* [Dataset entries]

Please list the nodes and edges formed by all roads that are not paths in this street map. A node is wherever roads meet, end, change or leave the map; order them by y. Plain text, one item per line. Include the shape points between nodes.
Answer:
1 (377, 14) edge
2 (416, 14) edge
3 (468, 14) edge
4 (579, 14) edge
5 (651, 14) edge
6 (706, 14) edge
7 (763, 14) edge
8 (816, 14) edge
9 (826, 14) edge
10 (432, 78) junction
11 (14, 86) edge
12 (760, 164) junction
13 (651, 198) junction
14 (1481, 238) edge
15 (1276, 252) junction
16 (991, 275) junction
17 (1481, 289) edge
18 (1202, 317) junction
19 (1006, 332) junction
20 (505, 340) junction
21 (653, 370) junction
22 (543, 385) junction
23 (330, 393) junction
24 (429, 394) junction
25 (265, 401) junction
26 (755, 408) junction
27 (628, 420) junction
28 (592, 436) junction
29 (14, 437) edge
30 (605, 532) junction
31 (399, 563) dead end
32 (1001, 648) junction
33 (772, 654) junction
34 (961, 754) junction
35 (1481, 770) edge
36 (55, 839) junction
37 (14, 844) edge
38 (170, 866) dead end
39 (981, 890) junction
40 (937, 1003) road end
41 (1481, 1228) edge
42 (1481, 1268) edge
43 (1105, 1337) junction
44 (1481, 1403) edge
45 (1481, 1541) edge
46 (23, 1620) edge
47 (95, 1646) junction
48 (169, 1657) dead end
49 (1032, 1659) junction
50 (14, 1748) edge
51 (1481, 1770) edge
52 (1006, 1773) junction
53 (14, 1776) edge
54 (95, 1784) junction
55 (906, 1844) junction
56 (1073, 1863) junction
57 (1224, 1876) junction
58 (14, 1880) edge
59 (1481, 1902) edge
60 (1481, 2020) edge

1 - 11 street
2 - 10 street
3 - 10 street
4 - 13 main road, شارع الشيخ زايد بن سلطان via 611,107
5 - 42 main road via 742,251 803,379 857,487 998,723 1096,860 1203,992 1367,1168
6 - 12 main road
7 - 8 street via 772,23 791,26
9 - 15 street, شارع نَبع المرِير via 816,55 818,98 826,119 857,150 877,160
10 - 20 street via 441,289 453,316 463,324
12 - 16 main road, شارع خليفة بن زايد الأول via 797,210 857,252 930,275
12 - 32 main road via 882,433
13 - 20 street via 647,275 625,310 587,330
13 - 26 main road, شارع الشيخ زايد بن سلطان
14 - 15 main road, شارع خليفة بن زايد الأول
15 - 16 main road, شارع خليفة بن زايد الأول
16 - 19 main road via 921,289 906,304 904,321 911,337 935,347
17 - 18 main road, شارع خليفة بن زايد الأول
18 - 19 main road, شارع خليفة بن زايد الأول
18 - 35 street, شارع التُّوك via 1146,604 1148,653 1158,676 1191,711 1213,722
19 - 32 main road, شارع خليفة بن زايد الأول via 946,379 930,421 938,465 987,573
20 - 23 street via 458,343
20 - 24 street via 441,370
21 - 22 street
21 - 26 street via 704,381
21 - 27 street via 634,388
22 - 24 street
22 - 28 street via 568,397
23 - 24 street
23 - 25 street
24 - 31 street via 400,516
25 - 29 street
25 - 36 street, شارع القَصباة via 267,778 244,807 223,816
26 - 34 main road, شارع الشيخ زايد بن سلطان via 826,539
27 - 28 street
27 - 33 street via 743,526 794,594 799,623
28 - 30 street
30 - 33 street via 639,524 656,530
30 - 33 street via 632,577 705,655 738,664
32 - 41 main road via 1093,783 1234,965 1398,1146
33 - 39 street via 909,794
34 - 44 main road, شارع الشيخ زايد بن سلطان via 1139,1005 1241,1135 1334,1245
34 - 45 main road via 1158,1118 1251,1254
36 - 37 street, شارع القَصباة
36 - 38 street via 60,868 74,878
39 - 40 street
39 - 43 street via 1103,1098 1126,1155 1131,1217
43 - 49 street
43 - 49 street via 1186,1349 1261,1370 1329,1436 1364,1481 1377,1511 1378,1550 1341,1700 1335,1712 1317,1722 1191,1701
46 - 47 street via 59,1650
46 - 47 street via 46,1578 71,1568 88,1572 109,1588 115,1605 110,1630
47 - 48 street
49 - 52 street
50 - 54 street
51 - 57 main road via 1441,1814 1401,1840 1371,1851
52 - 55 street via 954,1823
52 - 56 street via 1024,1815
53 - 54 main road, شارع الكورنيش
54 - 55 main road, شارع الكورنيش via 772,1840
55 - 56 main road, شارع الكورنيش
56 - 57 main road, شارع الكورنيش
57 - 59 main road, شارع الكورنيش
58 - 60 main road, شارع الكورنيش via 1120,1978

* [What is needed]
Check each line above for the string "dead" and show the ones that have it.

* [Answer to this problem]
31 (399, 563) dead end
38 (170, 866) dead end
48 (169, 1657) dead end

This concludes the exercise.